DAVOS, iNFONews.ID – Para pemimpin dunia berkumpul di Davos, Swiss, dalam ajang WEF Davos 2026 guna membedah dua tantangan besar: adopsi kecerdasan buatan (AI) yang etis dan percepatan ekonomi berkelanjutan.
Pertemuan tahunan ke-56 yang berlangsung pada 19–23 Januari ini menjadi kompas bagi arah kebijakan global di tengah fragmentasi politik dan ketidakpastian pasar.
Bagi Indonesia, agenda World Economic Forum tahun ini punya urgensi tinggi mengingat target ambisius Visi Indonesia Digital 2045.
Data menunjukkan tingkat adopsi AI di tanah air baru menyentuh angka 27,34 persen pada 2025. Padahal, kebutuhan talenta digital nasional mencapai 600.000 orang per tahun untuk mengejar target 9 juta tenaga ahli pada akhir dekade ini.
Inovasi Tanpa Mengabaikan Etika Salah satu pilar utama diskusi tahun ini bertajuk “A Spirit of Dialogue”. Para partisipan mencari jawaban atas bagaimana inovasi dapat dikembangkan secara masif tanpa merusak tatanan sosial.

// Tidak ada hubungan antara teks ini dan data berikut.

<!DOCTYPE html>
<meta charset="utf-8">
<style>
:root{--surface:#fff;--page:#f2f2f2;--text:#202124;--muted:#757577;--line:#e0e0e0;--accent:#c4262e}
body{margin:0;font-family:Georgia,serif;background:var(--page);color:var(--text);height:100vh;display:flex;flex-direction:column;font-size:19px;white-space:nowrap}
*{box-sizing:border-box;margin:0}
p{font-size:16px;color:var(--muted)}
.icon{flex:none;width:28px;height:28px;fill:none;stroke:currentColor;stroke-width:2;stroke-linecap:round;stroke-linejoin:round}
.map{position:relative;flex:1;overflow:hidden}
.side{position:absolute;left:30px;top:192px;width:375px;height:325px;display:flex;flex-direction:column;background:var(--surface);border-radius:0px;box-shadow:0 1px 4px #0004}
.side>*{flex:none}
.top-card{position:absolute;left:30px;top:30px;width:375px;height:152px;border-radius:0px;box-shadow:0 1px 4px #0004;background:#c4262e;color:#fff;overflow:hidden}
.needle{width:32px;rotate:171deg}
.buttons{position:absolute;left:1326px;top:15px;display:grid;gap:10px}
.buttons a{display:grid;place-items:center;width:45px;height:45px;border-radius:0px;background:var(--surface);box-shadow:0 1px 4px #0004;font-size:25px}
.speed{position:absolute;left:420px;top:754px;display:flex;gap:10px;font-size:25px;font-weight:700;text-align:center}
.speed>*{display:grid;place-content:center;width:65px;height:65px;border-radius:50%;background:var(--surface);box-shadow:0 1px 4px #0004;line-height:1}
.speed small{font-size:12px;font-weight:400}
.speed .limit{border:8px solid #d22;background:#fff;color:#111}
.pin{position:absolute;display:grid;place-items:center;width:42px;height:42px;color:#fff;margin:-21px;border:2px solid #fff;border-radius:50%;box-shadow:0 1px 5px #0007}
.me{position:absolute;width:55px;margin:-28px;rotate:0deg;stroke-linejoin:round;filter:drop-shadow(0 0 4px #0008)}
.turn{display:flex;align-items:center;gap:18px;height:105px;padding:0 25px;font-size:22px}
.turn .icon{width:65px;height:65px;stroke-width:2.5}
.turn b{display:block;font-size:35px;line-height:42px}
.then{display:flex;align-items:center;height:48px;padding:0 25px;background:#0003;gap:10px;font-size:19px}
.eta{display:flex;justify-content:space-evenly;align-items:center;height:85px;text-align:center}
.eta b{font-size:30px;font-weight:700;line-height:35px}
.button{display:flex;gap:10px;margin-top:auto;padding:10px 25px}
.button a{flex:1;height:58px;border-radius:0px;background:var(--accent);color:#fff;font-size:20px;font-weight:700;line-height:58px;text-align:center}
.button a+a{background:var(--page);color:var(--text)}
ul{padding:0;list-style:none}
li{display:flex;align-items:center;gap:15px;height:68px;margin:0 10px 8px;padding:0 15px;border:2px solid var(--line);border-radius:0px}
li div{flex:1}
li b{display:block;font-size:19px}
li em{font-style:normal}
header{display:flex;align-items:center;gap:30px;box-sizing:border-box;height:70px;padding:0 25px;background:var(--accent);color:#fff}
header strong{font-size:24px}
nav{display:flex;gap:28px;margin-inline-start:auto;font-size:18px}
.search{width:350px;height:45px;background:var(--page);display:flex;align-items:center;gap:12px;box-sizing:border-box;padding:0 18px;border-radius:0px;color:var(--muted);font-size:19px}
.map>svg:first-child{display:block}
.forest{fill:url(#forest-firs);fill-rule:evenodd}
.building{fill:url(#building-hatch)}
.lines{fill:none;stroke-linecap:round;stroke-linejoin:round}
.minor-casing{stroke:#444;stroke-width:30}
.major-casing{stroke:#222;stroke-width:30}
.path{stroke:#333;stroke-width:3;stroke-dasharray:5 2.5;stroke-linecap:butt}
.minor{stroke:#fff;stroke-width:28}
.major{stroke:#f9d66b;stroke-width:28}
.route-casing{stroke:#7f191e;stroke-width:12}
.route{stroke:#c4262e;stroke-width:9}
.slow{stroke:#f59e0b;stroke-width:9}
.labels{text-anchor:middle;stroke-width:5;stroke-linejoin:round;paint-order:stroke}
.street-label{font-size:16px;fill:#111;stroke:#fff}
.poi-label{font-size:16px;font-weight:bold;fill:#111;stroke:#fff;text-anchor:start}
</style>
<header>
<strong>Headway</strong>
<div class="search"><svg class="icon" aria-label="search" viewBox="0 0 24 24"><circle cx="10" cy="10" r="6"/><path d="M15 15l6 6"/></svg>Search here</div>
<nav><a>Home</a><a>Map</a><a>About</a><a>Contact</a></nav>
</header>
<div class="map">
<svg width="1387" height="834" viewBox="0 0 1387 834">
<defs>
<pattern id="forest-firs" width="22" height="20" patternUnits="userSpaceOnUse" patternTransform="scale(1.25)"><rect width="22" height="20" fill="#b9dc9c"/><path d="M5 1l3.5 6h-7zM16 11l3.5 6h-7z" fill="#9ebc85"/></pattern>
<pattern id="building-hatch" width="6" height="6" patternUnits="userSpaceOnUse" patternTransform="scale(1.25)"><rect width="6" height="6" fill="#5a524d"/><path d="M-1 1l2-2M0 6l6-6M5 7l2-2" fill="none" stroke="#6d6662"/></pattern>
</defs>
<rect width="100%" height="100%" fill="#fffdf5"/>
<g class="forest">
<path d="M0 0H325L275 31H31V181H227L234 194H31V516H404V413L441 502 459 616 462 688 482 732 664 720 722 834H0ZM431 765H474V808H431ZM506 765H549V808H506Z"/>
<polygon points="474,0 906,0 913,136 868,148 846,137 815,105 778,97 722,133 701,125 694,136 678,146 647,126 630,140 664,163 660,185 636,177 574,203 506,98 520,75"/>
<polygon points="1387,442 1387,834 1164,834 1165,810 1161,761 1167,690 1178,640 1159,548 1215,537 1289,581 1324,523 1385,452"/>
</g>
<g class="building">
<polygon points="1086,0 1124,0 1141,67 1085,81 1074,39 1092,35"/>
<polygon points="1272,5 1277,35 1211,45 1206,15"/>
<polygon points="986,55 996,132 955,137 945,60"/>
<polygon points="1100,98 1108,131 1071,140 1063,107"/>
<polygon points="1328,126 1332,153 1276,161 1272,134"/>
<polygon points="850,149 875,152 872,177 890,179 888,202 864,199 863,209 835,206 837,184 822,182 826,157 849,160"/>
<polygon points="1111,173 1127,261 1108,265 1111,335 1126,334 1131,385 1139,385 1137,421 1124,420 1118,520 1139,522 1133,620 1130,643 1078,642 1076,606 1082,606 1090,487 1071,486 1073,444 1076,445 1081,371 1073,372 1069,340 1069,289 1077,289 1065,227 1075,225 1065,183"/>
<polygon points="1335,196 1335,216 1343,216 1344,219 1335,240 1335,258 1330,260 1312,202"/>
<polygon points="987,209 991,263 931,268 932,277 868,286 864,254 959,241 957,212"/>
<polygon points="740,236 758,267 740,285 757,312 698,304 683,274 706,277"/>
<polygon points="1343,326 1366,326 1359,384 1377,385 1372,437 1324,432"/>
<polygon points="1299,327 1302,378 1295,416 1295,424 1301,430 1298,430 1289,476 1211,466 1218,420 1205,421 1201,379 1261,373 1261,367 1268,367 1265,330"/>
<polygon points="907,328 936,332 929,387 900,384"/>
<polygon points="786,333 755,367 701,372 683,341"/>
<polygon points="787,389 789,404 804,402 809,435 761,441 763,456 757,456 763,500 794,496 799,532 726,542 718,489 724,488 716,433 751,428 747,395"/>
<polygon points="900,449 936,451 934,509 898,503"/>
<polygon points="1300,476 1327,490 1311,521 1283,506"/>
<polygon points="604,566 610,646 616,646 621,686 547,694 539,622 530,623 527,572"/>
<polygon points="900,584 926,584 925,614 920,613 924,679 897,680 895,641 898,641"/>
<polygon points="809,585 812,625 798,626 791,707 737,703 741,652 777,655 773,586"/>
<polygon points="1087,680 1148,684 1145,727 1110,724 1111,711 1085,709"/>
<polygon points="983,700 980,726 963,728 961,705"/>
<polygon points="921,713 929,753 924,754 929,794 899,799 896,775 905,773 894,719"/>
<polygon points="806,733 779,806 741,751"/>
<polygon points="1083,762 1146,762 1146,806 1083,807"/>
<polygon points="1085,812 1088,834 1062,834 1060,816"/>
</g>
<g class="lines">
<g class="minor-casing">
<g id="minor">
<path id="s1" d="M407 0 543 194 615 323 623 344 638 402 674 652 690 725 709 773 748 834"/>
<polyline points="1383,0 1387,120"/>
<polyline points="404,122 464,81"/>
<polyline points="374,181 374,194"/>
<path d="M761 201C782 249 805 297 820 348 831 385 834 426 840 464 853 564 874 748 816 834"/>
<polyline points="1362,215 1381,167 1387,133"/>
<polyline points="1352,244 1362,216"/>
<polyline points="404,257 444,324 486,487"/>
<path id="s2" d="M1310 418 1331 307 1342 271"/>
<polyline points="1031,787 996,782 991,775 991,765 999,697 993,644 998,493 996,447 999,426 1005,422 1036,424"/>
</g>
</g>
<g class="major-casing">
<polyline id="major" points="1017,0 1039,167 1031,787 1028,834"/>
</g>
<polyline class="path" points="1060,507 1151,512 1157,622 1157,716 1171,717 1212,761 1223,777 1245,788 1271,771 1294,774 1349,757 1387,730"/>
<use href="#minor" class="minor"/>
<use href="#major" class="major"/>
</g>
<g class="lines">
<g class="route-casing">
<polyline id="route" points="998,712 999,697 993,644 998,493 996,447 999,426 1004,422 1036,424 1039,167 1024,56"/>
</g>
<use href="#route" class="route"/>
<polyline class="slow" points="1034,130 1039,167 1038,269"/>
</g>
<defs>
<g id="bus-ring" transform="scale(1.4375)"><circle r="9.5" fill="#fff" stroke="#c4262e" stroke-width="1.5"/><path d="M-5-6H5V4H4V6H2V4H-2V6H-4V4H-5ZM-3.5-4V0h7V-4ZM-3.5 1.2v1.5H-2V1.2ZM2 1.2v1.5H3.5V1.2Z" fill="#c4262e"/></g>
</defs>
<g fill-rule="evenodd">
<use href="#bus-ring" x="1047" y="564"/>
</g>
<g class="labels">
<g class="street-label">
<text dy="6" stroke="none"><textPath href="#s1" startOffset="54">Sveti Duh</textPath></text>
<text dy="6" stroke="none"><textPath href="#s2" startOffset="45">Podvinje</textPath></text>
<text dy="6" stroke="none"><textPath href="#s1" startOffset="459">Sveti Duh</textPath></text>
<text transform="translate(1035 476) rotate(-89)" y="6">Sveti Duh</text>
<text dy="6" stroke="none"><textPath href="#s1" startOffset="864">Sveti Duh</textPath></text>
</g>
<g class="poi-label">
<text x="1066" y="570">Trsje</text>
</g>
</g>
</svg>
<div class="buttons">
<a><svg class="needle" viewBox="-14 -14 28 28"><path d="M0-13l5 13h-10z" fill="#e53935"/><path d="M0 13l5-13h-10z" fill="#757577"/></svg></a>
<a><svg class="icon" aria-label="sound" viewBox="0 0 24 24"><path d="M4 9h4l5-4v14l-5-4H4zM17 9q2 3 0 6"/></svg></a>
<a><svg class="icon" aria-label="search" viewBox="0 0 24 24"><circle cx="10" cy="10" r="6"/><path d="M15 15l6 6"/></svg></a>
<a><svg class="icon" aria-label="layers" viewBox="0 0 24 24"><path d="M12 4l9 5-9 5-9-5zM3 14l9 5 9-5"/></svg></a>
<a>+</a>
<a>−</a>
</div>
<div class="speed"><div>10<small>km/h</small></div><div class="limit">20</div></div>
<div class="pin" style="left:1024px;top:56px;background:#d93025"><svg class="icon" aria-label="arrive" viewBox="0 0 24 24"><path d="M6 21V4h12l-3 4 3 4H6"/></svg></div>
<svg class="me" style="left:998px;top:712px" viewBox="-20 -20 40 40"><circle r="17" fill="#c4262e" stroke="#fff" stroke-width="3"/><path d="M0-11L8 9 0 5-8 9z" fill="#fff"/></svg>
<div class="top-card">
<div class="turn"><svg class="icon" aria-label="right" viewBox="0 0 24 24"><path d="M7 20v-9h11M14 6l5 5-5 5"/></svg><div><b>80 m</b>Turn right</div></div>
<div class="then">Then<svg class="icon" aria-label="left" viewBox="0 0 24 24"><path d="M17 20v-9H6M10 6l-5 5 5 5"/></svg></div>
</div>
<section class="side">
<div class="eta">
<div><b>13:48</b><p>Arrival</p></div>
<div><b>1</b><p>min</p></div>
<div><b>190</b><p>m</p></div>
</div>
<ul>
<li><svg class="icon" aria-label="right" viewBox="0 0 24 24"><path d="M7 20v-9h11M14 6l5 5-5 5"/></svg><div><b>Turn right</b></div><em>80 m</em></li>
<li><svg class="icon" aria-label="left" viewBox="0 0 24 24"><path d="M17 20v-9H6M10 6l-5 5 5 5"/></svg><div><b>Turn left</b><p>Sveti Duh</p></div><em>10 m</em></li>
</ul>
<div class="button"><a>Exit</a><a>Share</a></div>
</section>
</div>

Forum ini menyepakati bahwa tata kelola teknologi yang aman dan transparan bukan lagi pilihan, melainkan fondasi wajib bagi stabilitas ekonomi digital masa depan.
Perusahaan teknologi finansial asal Indonesia, DANA, kembali hadir untuk ketiga kalinya guna memastikan suara sektor tekfin domestik terdengar di level internasional. Kehadiran ini sekaligus membawa misi memperkuat layanan keuangan berbasis komunitas yang aman dan inklusif.
CEO & Co-Founder DANA Indonesia, Vince Iswara, memandang forum ini sebagai ruang strategis untuk memosisikan peran aktif Indonesia.
“Partisipasi kami di Davos selaras dengan janji perusahaan dalam mendukung kebiasaan finansial yang sehat. Kami berfokus pada layanan digital yang tidak hanya inklusif, tetapi juga selaras dengan upaya pelestarian bumi,” tutur Vince.
Selain isu teknologi, WEF Davos 2026 mendorong transisi ke arah ekonomi regeneratif. Tren global menunjukkan 65 persen konsumen kini bersedia mengubah gaya hidup demi lingkungan.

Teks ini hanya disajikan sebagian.